*Dataset entries*:
+++
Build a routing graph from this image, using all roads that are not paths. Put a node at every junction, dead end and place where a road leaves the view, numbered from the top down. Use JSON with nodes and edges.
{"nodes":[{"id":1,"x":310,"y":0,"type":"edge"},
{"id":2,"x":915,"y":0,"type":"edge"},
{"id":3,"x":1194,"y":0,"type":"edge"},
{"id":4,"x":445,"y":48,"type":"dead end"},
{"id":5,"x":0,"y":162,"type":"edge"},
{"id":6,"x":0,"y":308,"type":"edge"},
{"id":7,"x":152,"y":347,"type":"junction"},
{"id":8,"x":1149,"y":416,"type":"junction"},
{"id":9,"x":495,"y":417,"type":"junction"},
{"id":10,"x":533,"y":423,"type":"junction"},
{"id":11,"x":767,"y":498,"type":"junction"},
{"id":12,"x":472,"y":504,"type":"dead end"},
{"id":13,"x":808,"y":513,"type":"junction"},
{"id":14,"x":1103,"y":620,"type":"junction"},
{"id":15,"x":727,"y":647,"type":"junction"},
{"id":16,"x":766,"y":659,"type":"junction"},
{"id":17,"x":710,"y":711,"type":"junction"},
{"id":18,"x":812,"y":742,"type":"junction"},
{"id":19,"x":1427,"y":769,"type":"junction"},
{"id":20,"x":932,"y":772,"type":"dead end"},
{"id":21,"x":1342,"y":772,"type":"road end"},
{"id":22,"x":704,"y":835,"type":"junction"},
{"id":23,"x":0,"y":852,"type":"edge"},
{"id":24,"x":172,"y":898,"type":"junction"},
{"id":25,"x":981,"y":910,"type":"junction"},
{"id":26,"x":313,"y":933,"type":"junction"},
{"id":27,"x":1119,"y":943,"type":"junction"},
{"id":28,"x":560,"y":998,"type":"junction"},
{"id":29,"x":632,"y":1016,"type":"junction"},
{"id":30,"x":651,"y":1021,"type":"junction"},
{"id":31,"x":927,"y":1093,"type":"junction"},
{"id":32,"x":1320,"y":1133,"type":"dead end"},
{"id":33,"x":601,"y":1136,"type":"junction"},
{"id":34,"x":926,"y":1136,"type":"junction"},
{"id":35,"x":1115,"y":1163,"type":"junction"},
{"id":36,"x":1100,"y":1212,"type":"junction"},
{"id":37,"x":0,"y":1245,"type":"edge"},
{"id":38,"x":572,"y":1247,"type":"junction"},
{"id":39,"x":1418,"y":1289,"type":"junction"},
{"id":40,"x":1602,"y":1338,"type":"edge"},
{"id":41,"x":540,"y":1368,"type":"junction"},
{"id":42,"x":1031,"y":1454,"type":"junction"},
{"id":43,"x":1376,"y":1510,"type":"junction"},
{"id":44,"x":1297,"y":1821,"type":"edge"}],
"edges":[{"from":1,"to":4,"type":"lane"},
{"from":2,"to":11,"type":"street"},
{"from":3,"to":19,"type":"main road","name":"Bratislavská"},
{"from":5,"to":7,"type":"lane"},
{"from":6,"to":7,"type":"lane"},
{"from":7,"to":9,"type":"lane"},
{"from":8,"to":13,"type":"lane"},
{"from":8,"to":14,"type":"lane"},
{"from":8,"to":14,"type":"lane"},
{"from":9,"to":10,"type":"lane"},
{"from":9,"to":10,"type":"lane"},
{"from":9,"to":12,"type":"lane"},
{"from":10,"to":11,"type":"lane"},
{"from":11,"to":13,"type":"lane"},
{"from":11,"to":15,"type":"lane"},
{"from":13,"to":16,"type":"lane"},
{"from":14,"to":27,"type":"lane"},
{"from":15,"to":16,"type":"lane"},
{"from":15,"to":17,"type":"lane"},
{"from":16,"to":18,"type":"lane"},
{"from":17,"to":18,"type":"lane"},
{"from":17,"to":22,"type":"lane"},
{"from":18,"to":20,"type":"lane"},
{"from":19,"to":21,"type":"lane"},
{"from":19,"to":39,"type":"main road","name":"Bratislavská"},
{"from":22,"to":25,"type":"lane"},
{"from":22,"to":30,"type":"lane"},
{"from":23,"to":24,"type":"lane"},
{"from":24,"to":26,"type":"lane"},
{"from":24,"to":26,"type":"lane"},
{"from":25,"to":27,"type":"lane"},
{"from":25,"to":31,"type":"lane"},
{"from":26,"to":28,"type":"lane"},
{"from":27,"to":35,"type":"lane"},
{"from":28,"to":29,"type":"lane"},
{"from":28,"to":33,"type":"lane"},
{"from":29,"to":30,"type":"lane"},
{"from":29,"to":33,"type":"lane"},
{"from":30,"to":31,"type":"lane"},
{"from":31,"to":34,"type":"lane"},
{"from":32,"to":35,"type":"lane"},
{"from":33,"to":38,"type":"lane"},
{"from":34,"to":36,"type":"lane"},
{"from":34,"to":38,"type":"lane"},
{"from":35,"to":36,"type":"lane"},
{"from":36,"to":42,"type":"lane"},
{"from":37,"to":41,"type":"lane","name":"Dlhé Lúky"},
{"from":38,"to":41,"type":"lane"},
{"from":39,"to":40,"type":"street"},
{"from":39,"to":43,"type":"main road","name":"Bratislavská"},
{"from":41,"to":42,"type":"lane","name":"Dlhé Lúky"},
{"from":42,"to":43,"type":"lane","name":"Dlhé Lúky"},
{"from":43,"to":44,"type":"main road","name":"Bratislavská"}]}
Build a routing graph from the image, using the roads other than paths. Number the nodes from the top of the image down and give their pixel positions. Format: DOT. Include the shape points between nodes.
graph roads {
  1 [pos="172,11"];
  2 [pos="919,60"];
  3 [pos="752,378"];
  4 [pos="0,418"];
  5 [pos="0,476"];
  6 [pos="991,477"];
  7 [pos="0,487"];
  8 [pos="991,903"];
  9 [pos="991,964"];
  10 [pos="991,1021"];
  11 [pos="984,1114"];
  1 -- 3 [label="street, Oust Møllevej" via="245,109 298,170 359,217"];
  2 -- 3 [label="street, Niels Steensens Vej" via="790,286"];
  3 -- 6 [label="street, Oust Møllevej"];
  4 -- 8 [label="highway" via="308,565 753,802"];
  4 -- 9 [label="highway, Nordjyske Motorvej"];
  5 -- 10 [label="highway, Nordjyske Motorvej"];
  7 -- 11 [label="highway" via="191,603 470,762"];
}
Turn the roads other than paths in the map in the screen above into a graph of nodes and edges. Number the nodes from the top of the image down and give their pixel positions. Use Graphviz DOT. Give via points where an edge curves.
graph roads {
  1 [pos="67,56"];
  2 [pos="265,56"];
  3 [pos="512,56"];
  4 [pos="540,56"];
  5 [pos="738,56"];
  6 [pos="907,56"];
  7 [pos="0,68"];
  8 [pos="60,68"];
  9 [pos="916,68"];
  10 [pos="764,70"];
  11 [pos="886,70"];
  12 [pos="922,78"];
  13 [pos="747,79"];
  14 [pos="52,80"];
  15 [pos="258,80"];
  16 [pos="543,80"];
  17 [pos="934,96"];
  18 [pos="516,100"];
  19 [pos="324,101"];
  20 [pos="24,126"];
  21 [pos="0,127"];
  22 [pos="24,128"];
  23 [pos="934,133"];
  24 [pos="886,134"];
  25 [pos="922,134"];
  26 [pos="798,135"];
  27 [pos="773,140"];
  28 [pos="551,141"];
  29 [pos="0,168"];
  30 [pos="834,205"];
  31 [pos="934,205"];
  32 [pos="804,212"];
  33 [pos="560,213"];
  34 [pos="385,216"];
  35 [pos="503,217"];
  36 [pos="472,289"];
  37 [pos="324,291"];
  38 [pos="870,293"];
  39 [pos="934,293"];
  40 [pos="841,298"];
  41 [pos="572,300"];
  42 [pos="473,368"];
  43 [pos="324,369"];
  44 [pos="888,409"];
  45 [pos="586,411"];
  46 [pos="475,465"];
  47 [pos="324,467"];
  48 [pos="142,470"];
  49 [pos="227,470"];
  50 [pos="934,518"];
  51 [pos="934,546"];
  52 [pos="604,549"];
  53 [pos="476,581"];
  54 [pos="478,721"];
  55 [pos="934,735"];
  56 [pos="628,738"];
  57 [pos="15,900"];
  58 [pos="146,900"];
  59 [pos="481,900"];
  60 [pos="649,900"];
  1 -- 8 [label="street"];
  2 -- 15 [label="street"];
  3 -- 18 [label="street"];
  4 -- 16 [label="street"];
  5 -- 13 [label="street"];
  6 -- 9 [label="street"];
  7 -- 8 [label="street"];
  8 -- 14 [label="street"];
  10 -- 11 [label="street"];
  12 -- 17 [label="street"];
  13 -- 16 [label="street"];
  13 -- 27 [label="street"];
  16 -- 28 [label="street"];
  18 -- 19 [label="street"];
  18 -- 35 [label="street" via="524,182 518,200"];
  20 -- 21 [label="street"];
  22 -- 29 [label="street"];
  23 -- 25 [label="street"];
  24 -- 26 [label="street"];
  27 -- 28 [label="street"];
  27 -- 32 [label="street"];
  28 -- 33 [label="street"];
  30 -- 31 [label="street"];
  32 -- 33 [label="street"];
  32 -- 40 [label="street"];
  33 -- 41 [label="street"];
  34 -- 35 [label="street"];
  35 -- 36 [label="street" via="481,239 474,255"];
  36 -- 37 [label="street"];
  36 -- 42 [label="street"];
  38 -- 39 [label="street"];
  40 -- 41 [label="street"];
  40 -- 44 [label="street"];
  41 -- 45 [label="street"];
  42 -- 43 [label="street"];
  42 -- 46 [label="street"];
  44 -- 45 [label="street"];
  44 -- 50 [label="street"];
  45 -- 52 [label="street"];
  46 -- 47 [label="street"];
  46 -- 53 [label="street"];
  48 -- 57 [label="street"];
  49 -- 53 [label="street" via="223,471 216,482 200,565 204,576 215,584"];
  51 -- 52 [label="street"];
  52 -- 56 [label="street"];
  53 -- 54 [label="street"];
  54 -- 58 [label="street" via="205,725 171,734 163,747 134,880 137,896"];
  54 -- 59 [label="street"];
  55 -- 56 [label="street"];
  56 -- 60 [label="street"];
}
+++
*AIM OF THE EXERCISE*: For each line above that includes "Motorvej", make a copy.

*EXERCISE RESPONSE*:
  4 -- 9 [label="highway, Nordjyske Motorvej"];
  5 -- 10 [label="highway, Nordjyske Motorvej"];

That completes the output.